Les jours qui suivirent ressemblèrent, dans l’hôtel de Cisay, à des lendemains de bataille, tristes et longs. Le marquis, d’humeur incertaine, tantôt bavard, tantôt morose, semblait prendre à tâche de taquiner Rodolphe. Il lui mordait les jambes ; il eût mis en rage un tempérament tant soit peu nerveux. Se croyant tenu, par raison, d’approuver la conduite de son fils, il s’en vengeait en détail en le harcelant, en lui cherchant chicane à propos de tout. Manière d’agir où glissent aisément les caractères faibles. Le comte y prêtait le flanc, étant plus que jamais renfermé en lui-même. Il sortait beaucoup et parlait fort peu.

— Cela ne t’étouffe pas de manger sans rien dire ? lui demandait le marquis de son ton narquois. Autant te faire Chartreux. Tu y tournes, d’ailleurs. Tu maigris, et ton teint de cheminée a des lueurs claustrales qui font honneur à ton austérité.

— Chacun prend la vie comme il peut. Les uns en rient. Les autres en pleurent. Certains passent leur temps à gazouiller comme les hirondelles, certains travaillent en silence, comme les fourmis. Il ne m’appartient pas de décider ce qui vaut le mieux.

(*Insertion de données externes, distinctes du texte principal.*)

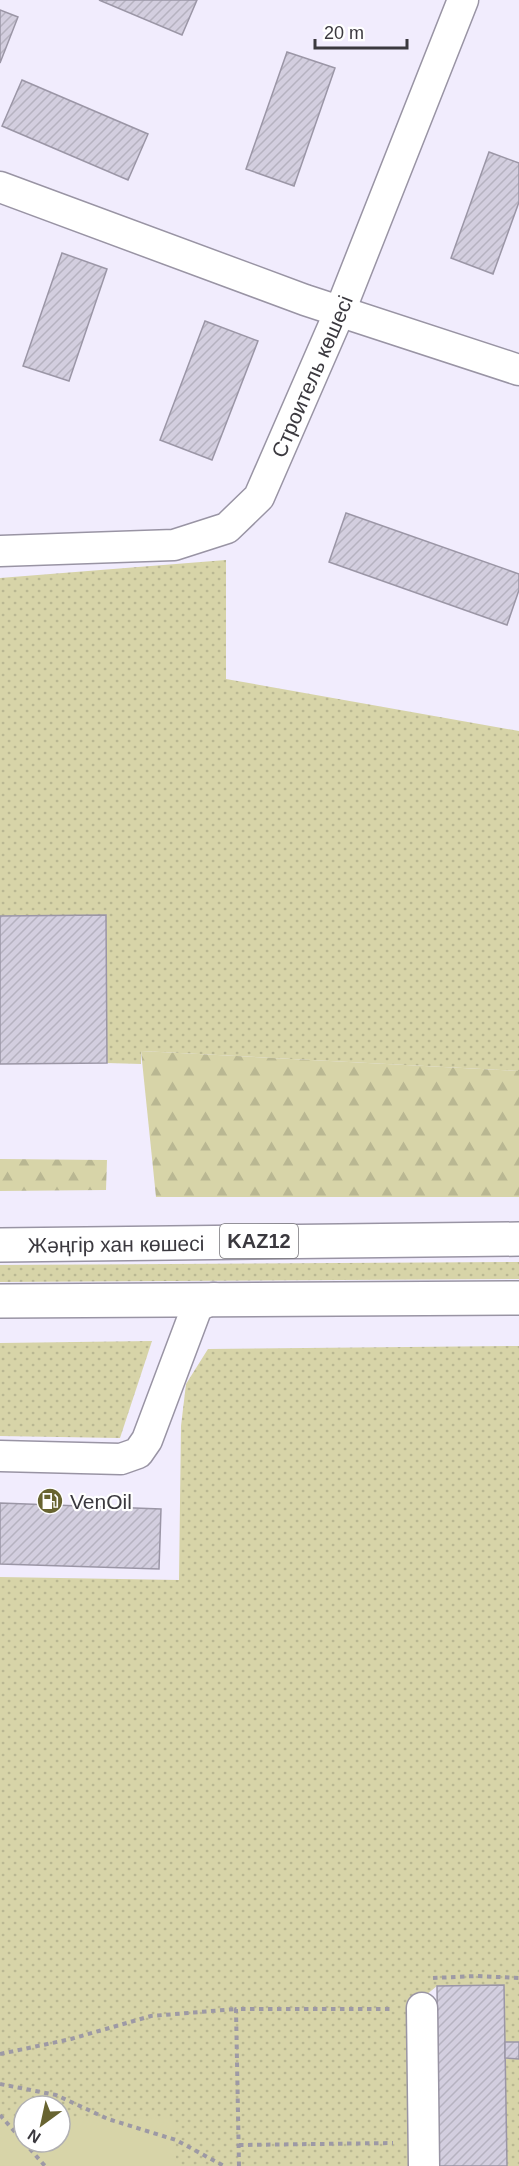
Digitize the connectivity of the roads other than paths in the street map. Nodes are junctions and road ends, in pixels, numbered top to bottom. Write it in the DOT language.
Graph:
graph roads {
  1 [pos="463,0"];
  2 [pos="0,187"];
  3 [pos="340,311"];
  4 [pos="519,370"];
  5 [pos="0,551"];
  6 [pos="519,1239"];
  7 [pos="0,1245"];
  8 [pos="214,1298"];
  9 [pos="519,1298"];
  10 [pos="0,1300"];
  11 [pos="0,1456"];
  12 [pos="419,2008"];
  13 [pos="424,2154"];
  1 -- 3 [label="street, Строитель көшесі"];
  2 -- 3 [label="street"];
  3 -- 4 [label="street"];
  3 -- 5 [label="street, Строитель көшесі"];
  6 -- 7 [label="main road, Жәңгір хан көшесі / KAZ12"];
  8 -- 9 [label="main road"];
  8 -- 10 [label="main road"];
  8 -- 11 [label="street"];
  12 -- 13 [label="street"];
}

— Mais, dit Bernard, ce n’est point une question de comparaison. C’est une simple question de fait. Chacun de nous est créé avec des aptitudes diverses et doit coopérer d’une manière différente à l’œuvre commune, sans qu’il y ait lieu à blâme ou à supériorité.

— C’est consolant, ce que tu dis-là, mon petit Bernard, interrompit le marquis. J’aime assez cette philosophie. C’est la raison des oiseaux, une jolie raison, toute chantante, une raison qui a des ailes, au moins, et qui peut monter…

— Bah ! dit Rodolphe, les ailes ne sont jamais que du luxe. C’est avec les pieds que l’oiseau gratte la terre, c’est avec le bec qu’il cherche sa vie. Pour eux comme pour nous, c’est là l’essentiel. Le reste n’est qu’un badinage.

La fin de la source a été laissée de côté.